Trump is a marvelously efficient acid bath, stripping away his supporters’ surfaces, exposing their skeletal essences. Consider Mike Pence, a favorite of what Republicans devoutly praise as America’s “faith community.” Some of its representatives, their crucifixes glittering in the television lights, are still earnestly explaining the urgency of giving to Trump, who agreed that his daughter is “a piece of ass,” the task of improving America’s coarsened culture.

Because Pence looks relatively presidential when standing next to Trump — talk about defining adequacy down — some Republicans want Trump to slink away, allowing Pence to float to the top of the ticket and represent Republicanism resurrected. This idea ignores a pertinent point: Pence is standing next to Trump.

He salivated for the privilege of being Trump’s poodle, and he expresses his canine devotion in rhetorical treacle about “this good man.” What would a bad man look like to pastor Pence?

Still, some journalists, who seem to have no interests beyond their obsession with presidential politics and who illustrate Kipling’s principle (“What should they know of England who only England know?”), are so eager to get started on 2020 that they are anointing Pence the GOP’s front-runner.
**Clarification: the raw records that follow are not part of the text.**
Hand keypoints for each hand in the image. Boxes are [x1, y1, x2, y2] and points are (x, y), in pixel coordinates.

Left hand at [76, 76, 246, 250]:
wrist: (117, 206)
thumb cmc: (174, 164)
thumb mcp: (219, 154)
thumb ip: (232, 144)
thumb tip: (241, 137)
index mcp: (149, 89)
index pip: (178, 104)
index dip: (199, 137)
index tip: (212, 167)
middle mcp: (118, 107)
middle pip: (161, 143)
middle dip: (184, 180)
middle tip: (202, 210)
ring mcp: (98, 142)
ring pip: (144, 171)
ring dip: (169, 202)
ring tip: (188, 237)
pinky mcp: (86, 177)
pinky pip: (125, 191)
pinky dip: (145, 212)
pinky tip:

Perhaps Republicans will indeed embrace a man who embraced a presidential candidate whose supposed “locker-room banter” merely echoed sexual boasts he published in a book.

Today, however, Trump should stay atop the ticket, for four reasons. First, he will give the nation the pleasure of seeing him join the one cohort, of the many cohorts he disdains, that he most despises — “losers.” Second, by continuing to campaign in the spirit of St. Louis, he can remind the nation of the useful axiom that there is no such thing as rock bottom. Third, by persevering through November 8 he can simplify the GOP’s quadrennial exercise of writing its post-campaign autopsy, which this year can be published November 9 in one sentence: “Perhaps it is imprudent to nominate a venomous charlatan.” Fourth, Trump is the GOP’s chemotherapy, a nauseating but, if carried through to completion, perhaps a curative experience.